La primera reacción de la Sedena fue negar el hecho, pero organizaciones de derechos humanos y medios de comunicación críticos evidenciaron la necesidad de una investigación. De inmediato el titular de la CNDH, Raúl Plascencia, explicó que habría un informe para fines de octubre pero salió en defensa de la autoridad anticipando que la versión del ejército podía ser correcta, pese a toda la evidencia en su contra. Como tantas otras veces en el pasado, Plascencia operaba como Ombudsman de la clase política, no de los ciudadanos.
Finalmente fue necesario que organizaciones internacionales como Human Rights Watch y Amnistía Internacional denunciaran el hecho y pusieran en duda la versión oficial para que, finalmente, hace unos días la Sedena pusiera bajo arresto a ocho elementos que participaron en la matanza.

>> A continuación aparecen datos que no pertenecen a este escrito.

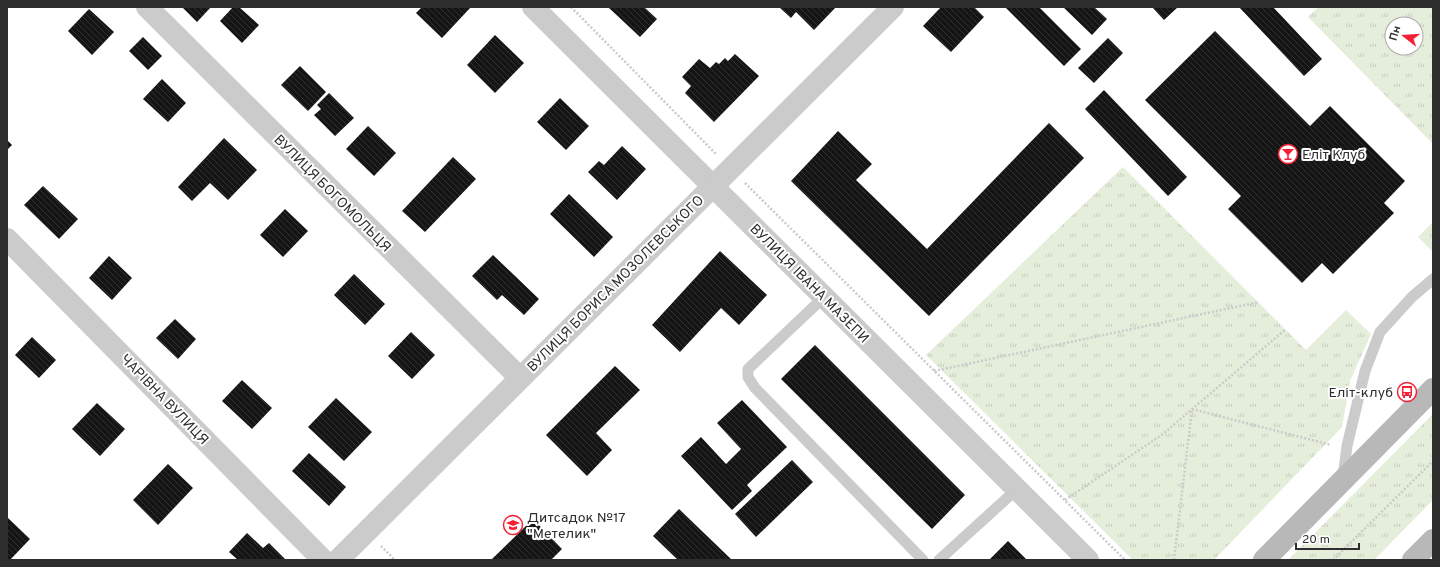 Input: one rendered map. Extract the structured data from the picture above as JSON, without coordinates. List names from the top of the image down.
{
  "streets": {
    "street": [
      "ВУЛИЦЯ БОГОМОЛЬЦЯ",
      "ВУЛИЦЯ БОРИСА МОЗОЛЕВСЬКОГО",
      "ВУЛИЦЯ ІВАНА МАЗЕПИ",
      "ЧАРІВНА ВУЛИЦЯ"
    ]
  },
  "crossings": [
    ["ВУЛИЦЯ БОГОМОЛЬЦЯ", "ВУЛИЦЯ БОРИСА МОЗОЛЕВСЬКОГО"],
    ["ВУЛИЦЯ БОРИСА МОЗОЛЕВСЬКОГО", "ВУЛИЦЯ ІВАНА МАЗЕПИ"]
  ],
  "places": {
    "bar": ["Еліт Клуб"],
    "bus stop": ["Еліт-клуб"],
    "school or university": ["Дитсадок №17 \"Метелик\""]
  },
  "scale_bar": "20 m",
  "north": "left"
}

Nunca como ahora quedó en evidencia la necesidad de un cambio radical en la CNDH. No es posible que sean las organizaciones internacionales las que en última instancia obliguen a las autoridades a responder por sus excesos. Sobre todo porque cada año nos gastamos 1,400 millones de pesos en una institución que, se supone, tendría que cumplir tales funciones. La Comisión Nacional de Derechos Humanos nació a principios de los años noventa, dentro de la ola fundacional de instituciones protodemocráticas, resultado de la presión de la opinión pública. Un IFE ciudadano, comités reguladores, fiscalías especiales.

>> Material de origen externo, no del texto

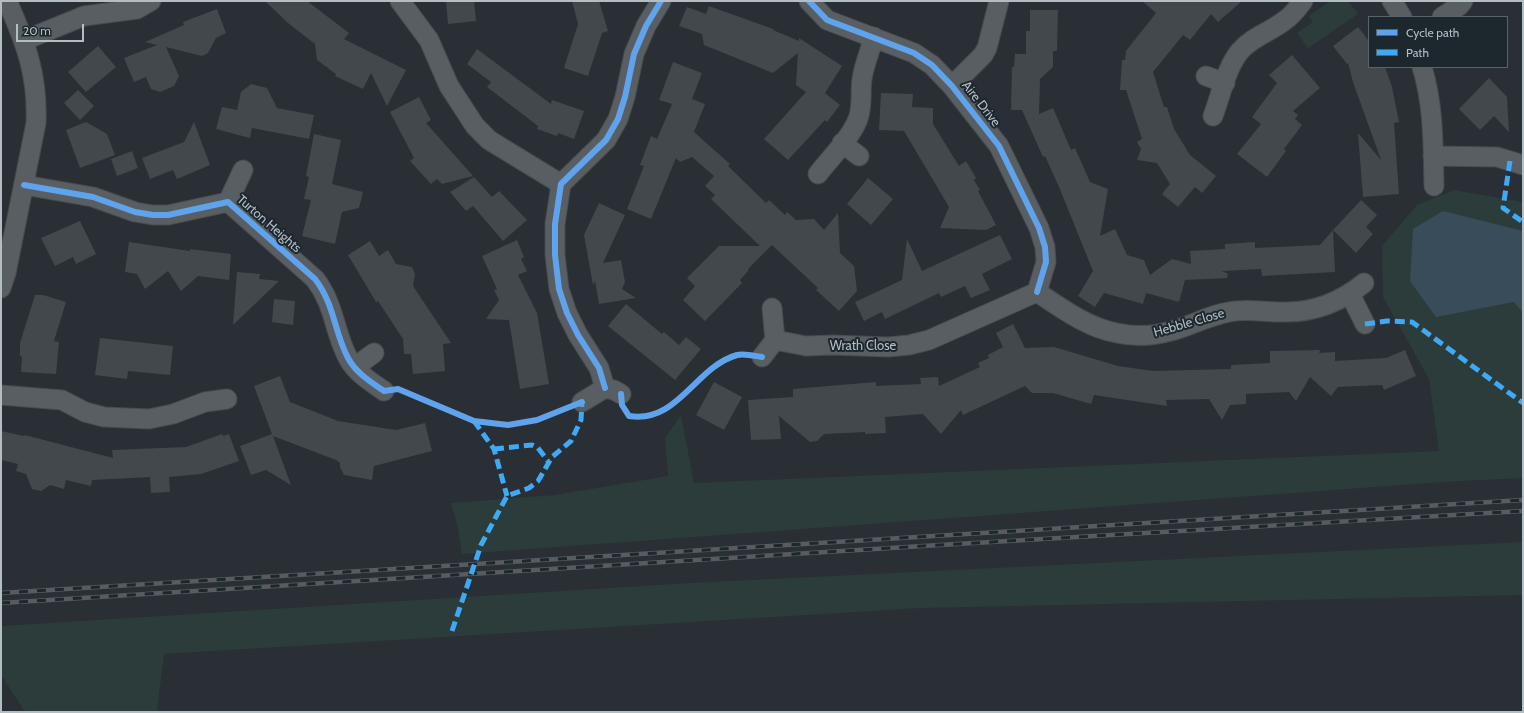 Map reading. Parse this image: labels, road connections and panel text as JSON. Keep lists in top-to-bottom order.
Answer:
{
  "streets": {
    "street": [
      "Aire Drive",
      "Turton Heights",
      "Hebble Close",
      "Wrath Close"
    ]
  },
  "crossings": [
    ["Aire Drive", "Hebble Close"],
    ["Aire Drive", "Wrath Close"],
    ["Hebble Close", "Wrath Close"]
  ],
  "legend": ["Cycle path", "Path"],
  "scale_bar": "20 m"
}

Al correr del tiempo buena parte de este incipiente tejido institucional ha sido reabsorbido por el poder. El INE es controlado por los partidos, y la mayor parte de los organismos autónomos son castrados mediante el simple expediente de colocar a un titular dócil o, de plano, cómplice de la autoridad.
Tal es el caso de Plascencia, un hombre del sistema y para el sistema. Bajo su tutela la CNDH se ha convertido mucho más en un obstáculo que en un recurso a favor de los derechos humanos. Ahora intenta que el Senado lo reelija por otros cinco años. A menos que los ciudadanos lo impidamos.